(Exercise input)

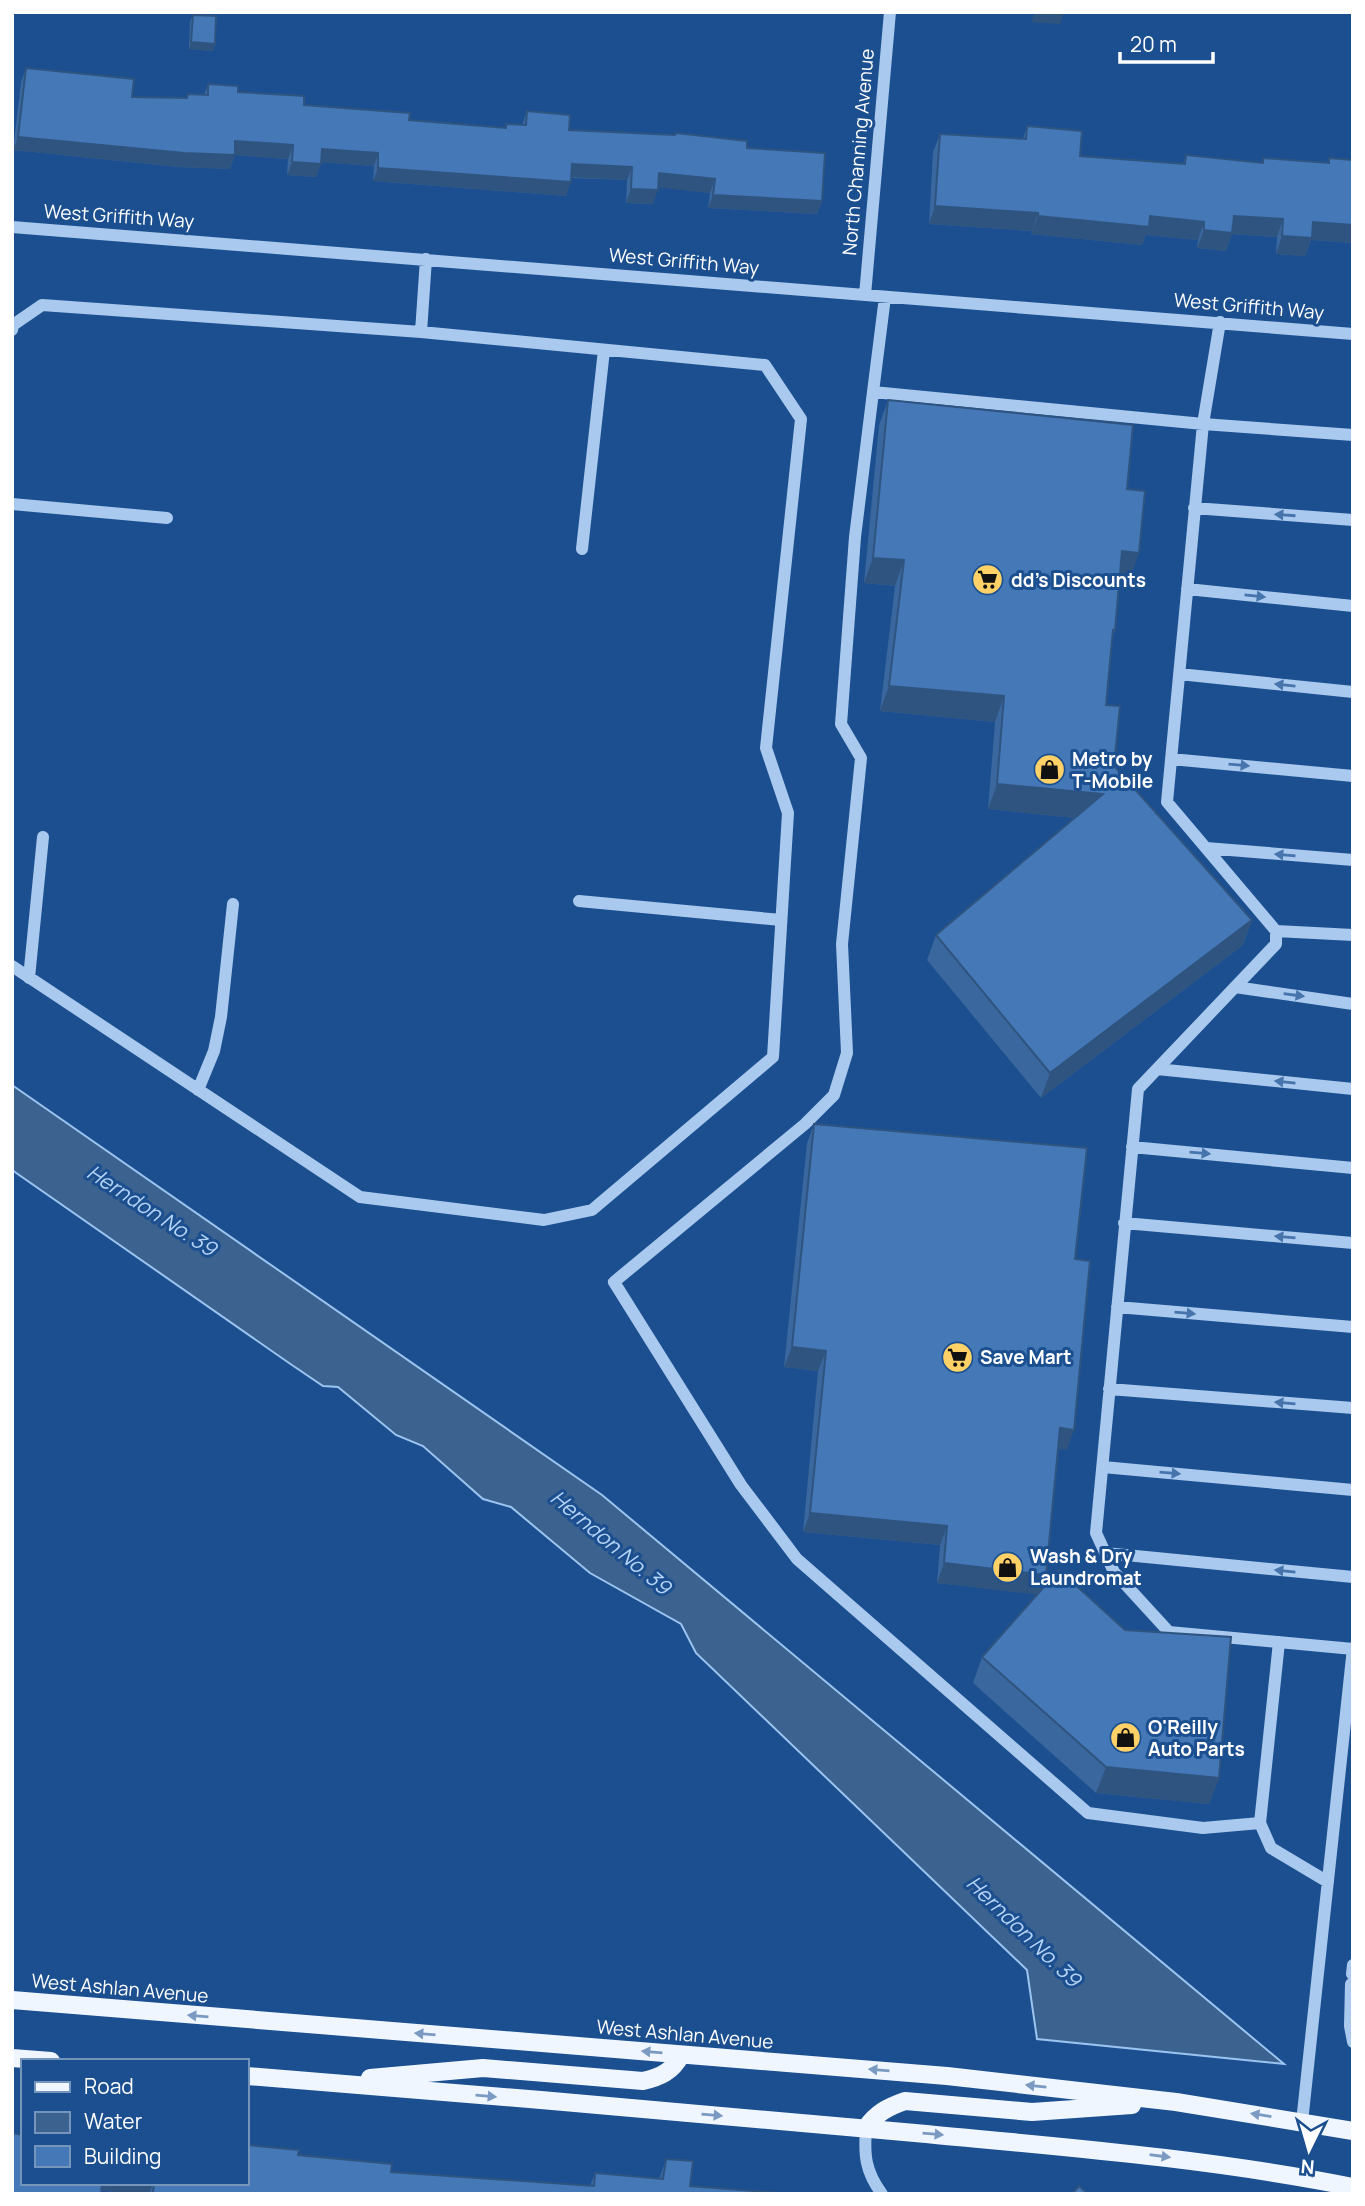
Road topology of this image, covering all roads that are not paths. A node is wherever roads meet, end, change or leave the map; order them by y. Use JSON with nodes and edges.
{"nodes":[{"id":1,"x":890,"y":12,"type":"edge"},
{"id":2,"x":12,"y":227,"type":"edge"},
{"id":3,"x":426,"y":259,"type":"junction"},
{"id":4,"x":865,"y":295,"type":"junction"},
{"id":5,"x":885,"y":297,"type":"junction"},
{"id":6,"x":1220,"y":322,"type":"junction"},
{"id":7,"x":12,"y":330,"type":"edge"},
{"id":8,"x":421,"y":332,"type":"junction"},
{"id":9,"x":1353,"y":334,"type":"edge"},
{"id":10,"x":604,"y":350,"type":"junction"},
{"id":11,"x":873,"y":392,"type":"junction"},
{"id":12,"x":1203,"y":424,"type":"junction"},
{"id":13,"x":1353,"y":435,"type":"edge"},
{"id":14,"x":12,"y":504,"type":"edge"},
{"id":15,"x":1194,"y":508,"type":"junction"},
{"id":16,"x":166,"y":518,"type":"dead end"},
{"id":17,"x":1353,"y":520,"type":"edge"},
{"id":18,"x":582,"y":549,"type":"dead end"},
{"id":19,"x":1187,"y":589,"type":"junction"},
{"id":20,"x":1353,"y":606,"type":"edge"},
{"id":21,"x":1179,"y":674,"type":"junction"},
{"id":22,"x":1353,"y":692,"type":"edge"},
{"id":23,"x":1171,"y":759,"type":"junction"},
{"id":24,"x":1353,"y":776,"type":"edge"},
{"id":25,"x":43,"y":837,"type":"dead end"},
{"id":26,"x":1206,"y":848,"type":"junction"},
{"id":27,"x":1353,"y":860,"type":"edge"},
{"id":28,"x":579,"y":901,"type":"dead end"},
{"id":29,"x":233,"y":904,"type":"dead end"},
{"id":30,"x":781,"y":920,"type":"junction"},
{"id":31,"x":1276,"y":931,"type":"junction"},
{"id":32,"x":1353,"y":935,"type":"edge"},
{"id":33,"x":12,"y":966,"type":"edge"},
{"id":34,"x":29,"y":978,"type":"junction"},
{"id":35,"x":1235,"y":987,"type":"junction"},
{"id":36,"x":1353,"y":1004,"type":"edge"},
{"id":37,"x":1157,"y":1069,"type":"junction"},
{"id":38,"x":1353,"y":1089,"type":"edge"},
{"id":39,"x":198,"y":1090,"type":"junction"},
{"id":40,"x":1132,"y":1147,"type":"junction"},
{"id":41,"x":1353,"y":1168,"type":"edge"},
{"id":42,"x":1124,"y":1223,"type":"junction"},
{"id":43,"x":1353,"y":1243,"type":"edge"},
{"id":44,"x":1117,"y":1307,"type":"junction"},
{"id":45,"x":1353,"y":1327,"type":"edge"},
{"id":46,"x":1109,"y":1389,"type":"junction"},
{"id":47,"x":1353,"y":1408,"type":"edge"},
{"id":48,"x":1102,"y":1467,"type":"junction"},
{"id":49,"x":1353,"y":1490,"type":"edge"},
{"id":50,"x":1105,"y":1553,"type":"junction"},
{"id":51,"x":1353,"y":1577,"type":"edge"},
{"id":52,"x":1279,"y":1642,"type":"junction"},
{"id":53,"x":1353,"y":1649,"type":"edge"},
{"id":54,"x":1349,"y":1719,"type":"edge"},
{"id":55,"x":1261,"y":1823,"type":"junction"},
{"id":56,"x":1328,"y":1882,"type":"junction"},
{"id":57,"x":1353,"y":1965,"type":"edge"},
{"id":58,"x":1352,"y":1979,"type":"edge"},
{"id":59,"x":12,"y":2000,"type":"edge"},
{"id":60,"x":1352,"y":2025,"type":"edge"},
{"id":61,"x":1353,"y":2042,"type":"edge"},
{"id":62,"x":681,"y":2055,"type":"junction"},
{"id":63,"x":248,"y":2076,"type":"edge"},
{"id":64,"x":321,"y":2082,"type":"junction"},
{"id":65,"x":1176,"y":2102,"type":"junction"},
{"id":66,"x":1302,"y":2122,"type":"junction"},
{"id":67,"x":866,"y":2128,"type":"junction"},
{"id":68,"x":1353,"y":2131,"type":"edge"},
{"id":69,"x":1353,"y":2187,"type":"edge"},
{"id":70,"x":882,"y":2194,"type":"edge"}],
"edges":[{"from":1,"to":4,"type":"street","name":"North Channing Avenue"},
{"from":2,"to":3,"type":"street","name":"West Griffith Way"},
{"from":3,"to":4,"type":"street","name":"West Griffith Way"},
{"from":3,"to":8,"type":"street"},
{"from":4,"to":5,"type":"street","name":"West Griffith Way"},
{"from":5,"to":6,"type":"street","name":"West Griffith Way"},
{"from":5,"to":11,"type":"street"},
{"from":6,"to":9,"type":"street","name":"West Griffith Way"},
{"from":6,"to":12,"type":"street"},
{"from":7,"to":8,"type":"street"},
{"from":8,"to":10,"type":"street"},
{"from":10,"to":18,"type":"street"},
{"from":10,"to":30,"type":"street"},
{"from":11,"to":12,"type":"street"},
{"from":11,"to":55,"type":"street"},
{"from":12,"to":13,"type":"street"},
{"from":12,"to":15,"type":"street"},
{"from":14,"to":16,"type":"street"},
{"from":17,"to":15,"type":"street","one_way":true},
{"from":15,"to":19,"type":"street"},
{"from":19,"to":20,"type":"street","one_way":true},
{"from":19,"to":21,"type":"street"},
{"from":22,"to":21,"type":"street","one_way":true},
{"from":21,"to":23,"type":"street"},
{"from":23,"to":24,"type":"street","one_way":true},
{"from":23,"to":26,"type":"street"},
{"from":25,"to":34,"type":"street"},
{"from":27,"to":26,"type":"street","one_way":true},
{"from":26,"to":31,"type":"street"},
{"from":28,"to":30,"type":"street"},
{"from":29,"to":39,"type":"street"},
{"from":30,"to":39,"type":"street"},
{"from":31,"to":32,"type":"street"},
{"from":31,"to":35,"type":"street"},
{"from":33,"to":34,"type":"street"},
{"from":34,"to":39,"type":"street"},
{"from":35,"to":36,"type":"street","one_way":true},
{"from":35,"to":37,"type":"street"},
{"from":38,"to":37,"type":"street","one_way":true},
{"from":37,"to":40,"type":"street"},
{"from":40,"to":41,"type":"street","one_way":true},
{"from":40,"to":42,"type":"street"},
{"from":43,"to":42,"type":"street","one_way":true},
{"from":42,"to":44,"type":"street"},
{"from":44,"to":45,"type":"street","one_way":true},
{"from":44,"to":46,"type":"street"},
{"from":47,"to":46,"type":"street","one_way":true},
{"from":46,"to":48,"type":"street"},
{"from":48,"to":49,"type":"street","one_way":true},
{"from":48,"to":50,"type":"street"},
{"from":51,"to":50,"type":"street","one_way":true},
{"from":50,"to":52,"type":"street"},
{"from":52,"to":53,"type":"street"},
{"from":52,"to":55,"type":"street"},
{"from":53,"to":54,"type":"street"},
{"from":54,"to":56,"type":"street"},
{"from":55,"to":56,"type":"street"},
{"from":56,"to":66,"type":"street"},
{"from":57,"to":58,"type":"street"},
{"from":58,"to":60,"type":"street"},
{"from":62,"to":59,"type":"main road","name":"West Ashlan Avenue","one_way":true},
{"from":60,"to":61,"type":"street"},
{"from":62,"to":64,"type":"main road"},
{"from":65,"to":62,"type":"main road","name":"West Ashlan Avenue","one_way":true},
{"from":63,"to":64,"type":"main road"},
{"from":64,"to":67,"type":"main road","one_way":true},
{"from":66,"to":65,"type":"main road","name":"West Ashlan Avenue","one_way":true},
{"from":65,"to":67,"type":"main road"},
{"from":66,"to":68,"type":"main road","name":"West Ashlan Avenue"},
{"from":67,"to":69,"type":"main road","one_way":true},
{"from":67,"to":70,"type":"street"}]}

(End Exercise input)

- Exercise -
Collect every line from the records above that contains the word "dead".

- Answer to this exercise -
{"id":16,"x":166,"y":518,"type":"dead end"},
{"id":18,"x":582,"y":549,"type":"dead end"},
{"id":25,"x":43,"y":837,"type":"dead end"},
{"id":28,"x":579,"y":901,"type":"dead end"},
{"id":29,"x":233,"y":904,"type":"dead end"},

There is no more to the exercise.